Violence of Capitalism

Thomas Revolutionary violence is a concept that brings to mind images of death, terror, and chaos. Across the political spectrum in contemporary America, reformism is lauded as the better and more reasonable alternative to revolutionary action against the system. The typical reformist question is why take the drastic step of overthrowing the current order when we could just pursue incremental change? Sure, the system may not be perfect but it has given us comfortable lives, so why even consider revolutionary action as a necessary or desirable step? The problem with this typical liberal argument for the democratic capitalist system is that it allows for a much more insidious form of violence than the revolutionary ideals that it condemns.

Because the idea of revolutionary action against the system is outside of mainstream thought, it is easy to demonize it as a horrific form of violence. But the genius of the capitalist system is that the violence it is fueled by is invisible to those of us in privileged positions. We are free to live our lives in blissful ignorance of the exploitative nature of global economics. While civilians are murdered by American drone strikes and third world nations are plundered for their resources by parasitic multinational corporations, well-behaved reformists in the first world are free to feel good about their efforts to enact gradual change. While we debate politics, we don’t have to think about children working in conditions of slave labor to create the clothes that we are wearing. It is catastrophically problematic to condemn revolutionary ideals because of their violent nature while continuing to exist in a system that relies on an inherent violence that is no less real for being hidden.

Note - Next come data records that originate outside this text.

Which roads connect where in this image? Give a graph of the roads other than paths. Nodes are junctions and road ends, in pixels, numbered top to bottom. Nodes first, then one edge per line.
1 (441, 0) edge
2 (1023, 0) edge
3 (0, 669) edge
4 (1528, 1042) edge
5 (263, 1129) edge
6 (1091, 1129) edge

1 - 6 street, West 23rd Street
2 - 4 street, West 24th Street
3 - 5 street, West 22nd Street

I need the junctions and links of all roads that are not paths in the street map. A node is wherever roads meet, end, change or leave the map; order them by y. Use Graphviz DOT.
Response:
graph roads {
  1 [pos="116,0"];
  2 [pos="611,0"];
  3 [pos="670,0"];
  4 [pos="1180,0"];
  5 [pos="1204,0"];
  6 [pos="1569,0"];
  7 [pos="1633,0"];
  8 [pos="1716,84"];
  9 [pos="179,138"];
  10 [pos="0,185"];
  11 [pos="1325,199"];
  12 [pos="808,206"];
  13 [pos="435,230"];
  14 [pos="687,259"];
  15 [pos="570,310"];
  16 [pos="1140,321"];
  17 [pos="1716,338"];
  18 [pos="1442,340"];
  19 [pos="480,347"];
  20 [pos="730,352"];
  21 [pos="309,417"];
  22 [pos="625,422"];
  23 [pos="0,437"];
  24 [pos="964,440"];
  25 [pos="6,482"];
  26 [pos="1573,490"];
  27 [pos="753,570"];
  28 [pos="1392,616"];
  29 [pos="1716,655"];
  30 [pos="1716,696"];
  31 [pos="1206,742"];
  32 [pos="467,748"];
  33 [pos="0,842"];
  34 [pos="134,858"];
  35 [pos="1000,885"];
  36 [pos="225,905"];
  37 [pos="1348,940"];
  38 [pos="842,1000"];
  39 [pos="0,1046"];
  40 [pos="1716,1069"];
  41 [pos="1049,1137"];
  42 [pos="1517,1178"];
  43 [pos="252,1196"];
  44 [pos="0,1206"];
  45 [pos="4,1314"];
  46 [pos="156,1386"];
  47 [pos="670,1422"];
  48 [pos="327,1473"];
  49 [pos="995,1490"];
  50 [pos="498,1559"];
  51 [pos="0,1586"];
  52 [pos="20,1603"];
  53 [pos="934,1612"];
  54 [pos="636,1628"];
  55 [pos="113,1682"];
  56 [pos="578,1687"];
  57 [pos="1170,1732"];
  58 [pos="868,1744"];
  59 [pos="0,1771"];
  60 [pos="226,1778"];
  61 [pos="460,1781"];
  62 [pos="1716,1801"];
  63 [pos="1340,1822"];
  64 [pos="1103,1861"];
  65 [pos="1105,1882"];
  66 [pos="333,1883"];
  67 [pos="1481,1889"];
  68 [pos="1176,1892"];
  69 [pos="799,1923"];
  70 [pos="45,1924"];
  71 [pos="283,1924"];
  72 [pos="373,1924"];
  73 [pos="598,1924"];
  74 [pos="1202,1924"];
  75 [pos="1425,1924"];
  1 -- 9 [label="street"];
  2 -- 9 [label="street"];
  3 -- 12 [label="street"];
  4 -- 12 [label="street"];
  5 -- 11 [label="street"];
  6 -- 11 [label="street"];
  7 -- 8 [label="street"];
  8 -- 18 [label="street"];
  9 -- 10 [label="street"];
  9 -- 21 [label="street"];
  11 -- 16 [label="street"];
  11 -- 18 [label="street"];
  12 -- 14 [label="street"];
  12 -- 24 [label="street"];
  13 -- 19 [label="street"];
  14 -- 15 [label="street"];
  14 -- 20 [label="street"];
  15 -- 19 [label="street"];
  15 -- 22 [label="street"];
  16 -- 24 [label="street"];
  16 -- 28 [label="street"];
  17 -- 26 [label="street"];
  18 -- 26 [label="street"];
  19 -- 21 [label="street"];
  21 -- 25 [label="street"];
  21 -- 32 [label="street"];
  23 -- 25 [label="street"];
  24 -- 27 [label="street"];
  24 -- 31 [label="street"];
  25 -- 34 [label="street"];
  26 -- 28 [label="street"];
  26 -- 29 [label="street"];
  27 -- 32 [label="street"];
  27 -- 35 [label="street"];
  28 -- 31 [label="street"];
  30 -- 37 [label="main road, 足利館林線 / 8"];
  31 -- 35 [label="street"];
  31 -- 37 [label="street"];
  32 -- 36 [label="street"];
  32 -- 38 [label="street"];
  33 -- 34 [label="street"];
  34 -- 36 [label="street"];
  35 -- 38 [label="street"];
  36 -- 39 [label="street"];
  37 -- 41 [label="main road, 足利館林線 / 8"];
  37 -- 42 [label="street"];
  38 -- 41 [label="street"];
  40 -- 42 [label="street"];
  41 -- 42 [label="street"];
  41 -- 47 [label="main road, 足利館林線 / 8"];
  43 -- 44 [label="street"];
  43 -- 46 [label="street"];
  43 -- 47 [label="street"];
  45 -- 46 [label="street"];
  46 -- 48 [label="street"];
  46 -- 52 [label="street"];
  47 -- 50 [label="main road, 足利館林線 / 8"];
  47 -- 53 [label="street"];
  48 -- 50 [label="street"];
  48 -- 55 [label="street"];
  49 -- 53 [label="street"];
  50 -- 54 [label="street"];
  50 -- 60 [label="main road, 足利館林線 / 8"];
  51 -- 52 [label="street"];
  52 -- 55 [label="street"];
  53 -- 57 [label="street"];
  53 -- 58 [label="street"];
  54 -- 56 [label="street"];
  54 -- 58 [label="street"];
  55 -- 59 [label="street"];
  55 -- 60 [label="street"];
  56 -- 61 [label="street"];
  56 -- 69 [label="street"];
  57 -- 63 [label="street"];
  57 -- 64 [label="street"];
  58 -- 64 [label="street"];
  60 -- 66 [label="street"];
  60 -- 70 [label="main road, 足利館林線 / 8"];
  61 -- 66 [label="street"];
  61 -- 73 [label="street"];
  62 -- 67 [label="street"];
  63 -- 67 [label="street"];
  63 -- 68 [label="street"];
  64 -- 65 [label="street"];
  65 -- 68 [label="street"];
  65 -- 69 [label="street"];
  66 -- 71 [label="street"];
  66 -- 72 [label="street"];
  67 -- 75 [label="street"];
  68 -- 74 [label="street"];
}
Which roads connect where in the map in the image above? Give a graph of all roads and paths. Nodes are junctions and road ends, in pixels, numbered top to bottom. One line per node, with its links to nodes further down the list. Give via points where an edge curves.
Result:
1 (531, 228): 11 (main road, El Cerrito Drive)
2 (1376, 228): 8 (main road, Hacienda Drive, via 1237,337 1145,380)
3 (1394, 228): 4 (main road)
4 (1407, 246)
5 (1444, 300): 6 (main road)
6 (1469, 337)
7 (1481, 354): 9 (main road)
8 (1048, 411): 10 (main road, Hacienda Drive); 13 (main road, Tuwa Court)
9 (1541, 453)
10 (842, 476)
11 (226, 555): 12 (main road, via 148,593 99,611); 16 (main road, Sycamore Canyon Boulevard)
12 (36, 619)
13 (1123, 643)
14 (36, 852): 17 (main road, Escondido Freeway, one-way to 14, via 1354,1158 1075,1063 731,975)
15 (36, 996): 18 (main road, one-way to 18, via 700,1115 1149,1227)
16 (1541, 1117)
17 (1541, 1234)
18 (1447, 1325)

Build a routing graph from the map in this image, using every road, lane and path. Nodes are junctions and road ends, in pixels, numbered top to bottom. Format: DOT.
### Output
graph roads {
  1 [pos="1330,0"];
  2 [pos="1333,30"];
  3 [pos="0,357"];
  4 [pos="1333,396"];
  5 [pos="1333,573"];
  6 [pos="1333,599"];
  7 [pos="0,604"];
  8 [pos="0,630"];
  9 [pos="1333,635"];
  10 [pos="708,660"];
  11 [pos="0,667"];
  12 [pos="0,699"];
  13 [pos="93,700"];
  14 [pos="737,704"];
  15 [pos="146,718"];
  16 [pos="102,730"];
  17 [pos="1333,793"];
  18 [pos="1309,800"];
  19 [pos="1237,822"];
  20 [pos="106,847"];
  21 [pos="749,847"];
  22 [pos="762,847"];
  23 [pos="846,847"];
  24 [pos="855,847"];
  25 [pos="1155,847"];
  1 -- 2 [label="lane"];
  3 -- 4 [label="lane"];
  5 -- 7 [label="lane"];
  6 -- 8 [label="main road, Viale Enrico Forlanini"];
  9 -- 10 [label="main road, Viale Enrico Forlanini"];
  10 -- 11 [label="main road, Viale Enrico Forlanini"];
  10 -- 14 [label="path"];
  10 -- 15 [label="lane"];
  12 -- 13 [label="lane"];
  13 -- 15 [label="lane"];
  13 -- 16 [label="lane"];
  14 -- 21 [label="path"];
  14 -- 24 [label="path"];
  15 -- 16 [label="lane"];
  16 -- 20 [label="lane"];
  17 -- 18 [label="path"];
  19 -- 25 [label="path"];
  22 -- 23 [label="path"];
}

Whether we acknowledge it or not, the entire world is affected by the violence of capitalism. The alliance of first world states, banks, and corporations has a clear stranglehold on the global economy. Because of the system that has supposedly done so much good for the world, a large amount the global population lacks basic amenities and lives on less than two dollars a day. The predatory nature of capitalist economics leaves the third world with an ever increasing debt while first world corporations drain them of their resources. As evidenced by recent American military efforts in the Middle-East, the neoliberal global empire is not opposed to utilizing military violence when economic violence fails to get the job done. Giving capitalism the credit for technological and social advances (itself a dubious claim) while ignoring the horrors of its effects is an act more violent than anything called for by advocates of Marxism or anarchism.

What lies before us is not a choice between violence and non-violence but a choice between violence of the system or violence against the system. By violence against the system, I am not referring solely to physical violence but to any actions that do not allow the system to continue functioning. While I do believe that calls for absolute non-violence mean very little when coming from positions of privilege I am not excluding non-violent options from revolutionary ideals. I have used violent fictitious characters such as V and Bane as revolutionary icons because I believe they represent a call to action that can threaten our complacency and inspire us to truly say no to an unjust system.

The reformist’s simultaneous call to stand against the injustice of the system and plea to leave the system intact amounts to little more than ethical masturbation. A truly honest look at the world requires considering all kinds of violence, not just what threatens our comfortable lives. Gradual reform is not a tenable option to those wishing to stand against the injustice of the capitalist empire. This system cannot be repaired. Whether we are pacifists or revolutionaries or both, those who long for a new world must be prepared to create it here and now.